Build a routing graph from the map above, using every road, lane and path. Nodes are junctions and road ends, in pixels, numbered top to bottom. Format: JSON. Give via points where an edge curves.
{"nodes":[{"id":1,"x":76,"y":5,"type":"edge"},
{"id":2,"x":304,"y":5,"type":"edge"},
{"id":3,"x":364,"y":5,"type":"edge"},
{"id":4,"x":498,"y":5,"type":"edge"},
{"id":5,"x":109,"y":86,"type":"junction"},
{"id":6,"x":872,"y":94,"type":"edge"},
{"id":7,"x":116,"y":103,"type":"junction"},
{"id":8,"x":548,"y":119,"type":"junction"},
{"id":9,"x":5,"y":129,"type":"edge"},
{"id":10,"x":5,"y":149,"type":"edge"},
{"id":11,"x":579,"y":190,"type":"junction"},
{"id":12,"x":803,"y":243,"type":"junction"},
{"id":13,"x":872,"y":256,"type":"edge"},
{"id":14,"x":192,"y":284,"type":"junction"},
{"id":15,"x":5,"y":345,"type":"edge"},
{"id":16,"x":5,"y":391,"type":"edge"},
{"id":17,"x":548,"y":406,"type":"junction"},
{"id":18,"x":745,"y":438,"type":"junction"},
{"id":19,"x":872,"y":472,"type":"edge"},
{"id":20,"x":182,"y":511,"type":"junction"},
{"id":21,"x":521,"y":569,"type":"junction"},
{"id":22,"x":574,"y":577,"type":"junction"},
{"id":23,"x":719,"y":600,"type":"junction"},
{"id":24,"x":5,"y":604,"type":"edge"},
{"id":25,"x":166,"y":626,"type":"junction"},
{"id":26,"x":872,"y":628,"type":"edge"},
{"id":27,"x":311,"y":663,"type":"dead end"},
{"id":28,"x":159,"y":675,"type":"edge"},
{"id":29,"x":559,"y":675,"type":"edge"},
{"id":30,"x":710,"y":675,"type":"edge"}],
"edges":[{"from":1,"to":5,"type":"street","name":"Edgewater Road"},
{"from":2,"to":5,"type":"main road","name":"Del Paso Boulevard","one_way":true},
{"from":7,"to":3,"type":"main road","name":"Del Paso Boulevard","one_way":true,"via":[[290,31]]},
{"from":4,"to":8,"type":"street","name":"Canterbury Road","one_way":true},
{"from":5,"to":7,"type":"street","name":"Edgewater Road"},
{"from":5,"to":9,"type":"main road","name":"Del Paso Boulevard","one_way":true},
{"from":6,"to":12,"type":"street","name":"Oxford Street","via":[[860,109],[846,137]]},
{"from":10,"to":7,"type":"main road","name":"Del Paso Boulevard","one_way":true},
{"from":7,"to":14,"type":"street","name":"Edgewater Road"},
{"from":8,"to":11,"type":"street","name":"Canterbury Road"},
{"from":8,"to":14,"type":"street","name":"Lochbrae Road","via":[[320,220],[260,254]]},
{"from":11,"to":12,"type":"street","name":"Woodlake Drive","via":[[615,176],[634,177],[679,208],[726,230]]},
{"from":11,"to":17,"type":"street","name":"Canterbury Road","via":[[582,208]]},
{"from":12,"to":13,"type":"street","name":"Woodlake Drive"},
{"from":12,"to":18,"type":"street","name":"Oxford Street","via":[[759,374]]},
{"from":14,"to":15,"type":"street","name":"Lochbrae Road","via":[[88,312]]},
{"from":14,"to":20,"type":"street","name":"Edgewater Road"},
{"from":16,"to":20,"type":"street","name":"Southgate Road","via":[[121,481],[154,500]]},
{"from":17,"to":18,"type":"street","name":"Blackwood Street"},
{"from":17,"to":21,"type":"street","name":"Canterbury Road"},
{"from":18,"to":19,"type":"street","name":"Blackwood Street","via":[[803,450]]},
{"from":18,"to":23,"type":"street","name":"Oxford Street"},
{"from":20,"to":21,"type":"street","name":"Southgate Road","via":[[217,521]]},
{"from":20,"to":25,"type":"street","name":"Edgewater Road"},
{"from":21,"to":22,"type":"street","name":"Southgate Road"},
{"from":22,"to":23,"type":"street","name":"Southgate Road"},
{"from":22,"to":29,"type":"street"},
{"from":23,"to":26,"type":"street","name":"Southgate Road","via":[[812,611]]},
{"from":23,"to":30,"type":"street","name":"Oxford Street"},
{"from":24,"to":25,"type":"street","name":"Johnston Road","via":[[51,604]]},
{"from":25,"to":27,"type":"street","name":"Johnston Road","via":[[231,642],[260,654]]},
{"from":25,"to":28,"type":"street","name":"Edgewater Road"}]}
......
▶ Exercise directions
Copy each line of the listing that holds the word "Southgate".

▶ Response below
{"from":16,"to":20,"type":"street","name":"Southgate Road","via":[[121,481],[154,500]]},
{"from":20,"to":21,"type":"street","name":"Southgate Road","via":[[217,521]]},
{"from":21,"to":22,"type":"street","name":"Southgate Road"},
{"from":22,"to":23,"type":"street","name":"Southgate Road"},
{"from":23,"to":26,"type":"street","name":"Southgate Road","via":[[812,611]]},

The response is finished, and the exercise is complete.